Case in point: working on a project to track trends over financial data, there were several contractors competing. One had this software that tried to glom everything into a node and vector graph, which looked really pretty, but didn't actually do anything to analyze the data.
But to managers, all they see is that those guys have pretty graphs in their demos and all we had was our research into the actual data... all those boring details.
"Moving electrons between two chips" isn't entirely accurate. What moves is a wave of electric potential; the electrons themselves don't actually move very far.
I'm hoping moving things into the CPU will make it easier to take advantage of the huge parallel architecture of modern GPUs.
For what, you ask?
I'm personally interested in sound synthesis. I play the piano, and while you can get huge sample libraries (> 10 GB), they're not realistic enough when it comes to the dynamics.

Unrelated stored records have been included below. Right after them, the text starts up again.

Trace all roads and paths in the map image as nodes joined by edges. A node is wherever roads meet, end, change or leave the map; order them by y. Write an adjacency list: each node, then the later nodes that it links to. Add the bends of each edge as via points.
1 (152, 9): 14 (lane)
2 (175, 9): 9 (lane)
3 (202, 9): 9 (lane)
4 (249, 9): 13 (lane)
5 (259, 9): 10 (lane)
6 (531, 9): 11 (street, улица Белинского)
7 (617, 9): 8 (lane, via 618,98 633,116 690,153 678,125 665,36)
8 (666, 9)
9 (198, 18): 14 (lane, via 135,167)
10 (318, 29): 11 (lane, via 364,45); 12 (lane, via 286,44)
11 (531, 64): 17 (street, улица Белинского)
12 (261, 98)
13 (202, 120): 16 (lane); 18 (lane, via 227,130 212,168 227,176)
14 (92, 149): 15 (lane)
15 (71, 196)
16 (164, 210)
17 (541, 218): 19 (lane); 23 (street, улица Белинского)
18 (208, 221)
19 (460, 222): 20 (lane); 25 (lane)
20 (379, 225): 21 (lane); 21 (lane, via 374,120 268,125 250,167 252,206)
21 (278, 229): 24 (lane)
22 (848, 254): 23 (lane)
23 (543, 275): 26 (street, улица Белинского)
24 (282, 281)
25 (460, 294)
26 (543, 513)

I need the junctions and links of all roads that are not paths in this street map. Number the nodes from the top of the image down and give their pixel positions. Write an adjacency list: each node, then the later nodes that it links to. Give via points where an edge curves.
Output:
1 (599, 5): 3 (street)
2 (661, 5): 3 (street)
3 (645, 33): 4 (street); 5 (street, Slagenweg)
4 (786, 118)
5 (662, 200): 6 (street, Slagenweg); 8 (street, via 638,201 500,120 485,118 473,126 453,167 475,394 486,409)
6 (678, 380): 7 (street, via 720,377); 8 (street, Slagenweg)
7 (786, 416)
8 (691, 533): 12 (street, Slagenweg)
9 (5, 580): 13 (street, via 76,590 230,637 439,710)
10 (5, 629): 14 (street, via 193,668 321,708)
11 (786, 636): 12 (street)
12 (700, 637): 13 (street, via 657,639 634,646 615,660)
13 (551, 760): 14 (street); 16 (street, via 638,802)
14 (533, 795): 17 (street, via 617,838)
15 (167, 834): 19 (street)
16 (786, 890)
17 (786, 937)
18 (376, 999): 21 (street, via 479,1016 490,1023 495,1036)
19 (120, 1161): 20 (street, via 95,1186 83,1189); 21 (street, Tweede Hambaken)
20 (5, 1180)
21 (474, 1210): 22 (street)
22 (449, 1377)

Instead people have been researching physical models of the piano. So you simulate a piano in software, or the main components of it, and extract the sound from that. Nowadays there are even commercial offerings, like Pianoteq (www.pianoteq.com) and Roland's V-Piano. Problem is that while this improves dynamics dramatically, they're not accurate enough yet to produce a fully convincing tone.
I think that's partly because nobody understands how to model the piano fully yet, at least judging from the research literature I've read, but also very much because even a modern CPU simply can't deliver enough FLOPS.
Perhaps you should email your insights the CEO of AMD. I'm sure he'll be grateful for the heads up from some retarded cunt on slashdot that his huge array of engineers and scientists have being building a chip that doesn't work for the past 5 years.
It doesn't bring anything to the table yet. Firstly, IOMMUs need to be more prevalent in hardware, then secondly there needs to be support for using them in your favourite flavour (Xen will be there first) of virtualisation.
That said, we'll get ugly vendor-dependent software wrapping of GPU resources. Under the guise of better sharing of GPUs between VMs, but really so you're locked in.
The technical difference is that while your Core i3 has its GPU as a separate die in the same packaging, AMD Fusion has the GPU(s) on the same die as the CPU(s). The Intel approach makes for shorter and faster interconnects, the AMD approach completely removes the interconnects. The main advantage is probably (as is alluded to in the summary) related to power consumption.
...ceterum censeo Carthaginem esse delendam.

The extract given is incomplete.